(What you have to do): For this exercise, return exactly the lines of the material below that begin at the one with "index tip: (255, 197)" and stop after the one with "ring tip: (360, 198)".

(Material provided):
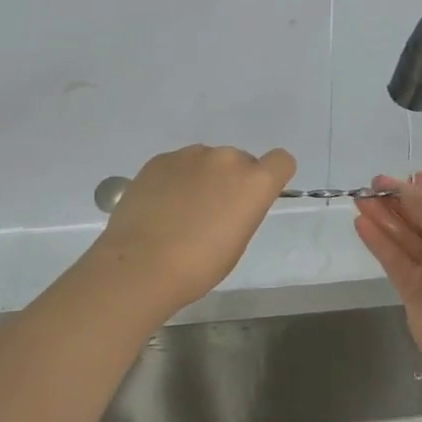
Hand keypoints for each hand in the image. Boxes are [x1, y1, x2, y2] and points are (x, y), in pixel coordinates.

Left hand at [89, 144, 296, 317]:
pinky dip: (175, 180)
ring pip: (207, 161)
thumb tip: (231, 201)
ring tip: (180, 211)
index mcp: (254, 182)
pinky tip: (159, 206)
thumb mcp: (237, 241)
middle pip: (240, 161)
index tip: (255, 197)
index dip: (272, 176)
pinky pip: (178, 165)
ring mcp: (191, 155)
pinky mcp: (160, 159)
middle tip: (211, 212)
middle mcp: (227, 159)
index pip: (281, 161)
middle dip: (231, 181)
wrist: (140, 265)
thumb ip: (243, 209)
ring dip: (202, 178)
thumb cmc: (198, 266)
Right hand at [352, 173, 421, 372]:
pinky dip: (379, 241)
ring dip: (385, 217)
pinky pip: (396, 259)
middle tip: (374, 184)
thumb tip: (406, 187)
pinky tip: (361, 222)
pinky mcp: (415, 290)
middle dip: (403, 201)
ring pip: (408, 238)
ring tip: (360, 198)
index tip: (410, 178)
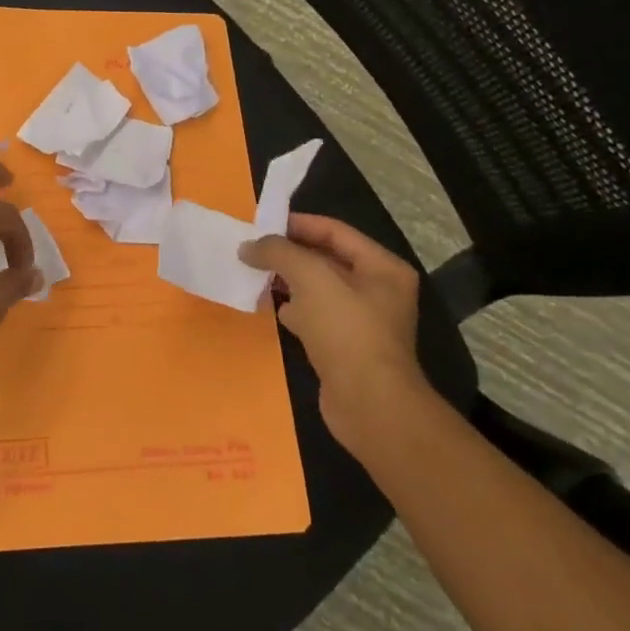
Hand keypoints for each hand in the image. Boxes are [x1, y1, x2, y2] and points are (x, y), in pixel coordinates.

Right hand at [239, 214, 426, 449]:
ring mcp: (362, 321)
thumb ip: (278, 252)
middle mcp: (377, 290)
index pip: (334, 231)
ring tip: (252, 275)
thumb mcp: (311, 278)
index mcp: (381, 267)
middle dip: (288, 254)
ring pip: (316, 289)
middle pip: (325, 259)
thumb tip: (248, 246)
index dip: (297, 224)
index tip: (259, 225)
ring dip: (286, 281)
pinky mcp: (345, 348)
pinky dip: (292, 309)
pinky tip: (269, 308)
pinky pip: (314, 317)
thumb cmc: (346, 331)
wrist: (370, 405)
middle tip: (250, 250)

(Response to this exercise):
index tip: (255, 197)
index dip: (272, 176)
pinky pip: (178, 165)
ring mcp: (191, 155)
pinky mcp: (160, 159)
middle tip: (211, 212)
middle mcp: (227, 159)
index pip: (281, 161)
middle dip: (231, 181)
wrist: (140, 265)
thumb ip: (243, 209)
ring dip: (202, 178)
thumb cmc: (198, 266)
Right hand at [352, 173, 421, 372]:
pinky dip: (379, 241)
ring dip: (385, 217)
pinky pip: (396, 259)
middle tip: (374, 184)
thumb tip: (406, 187)
pinky tip: (361, 222)
pinky mcp: (415, 290)
middle dip: (403, 201)
ring pip: (408, 238)
ring tip: (360, 198)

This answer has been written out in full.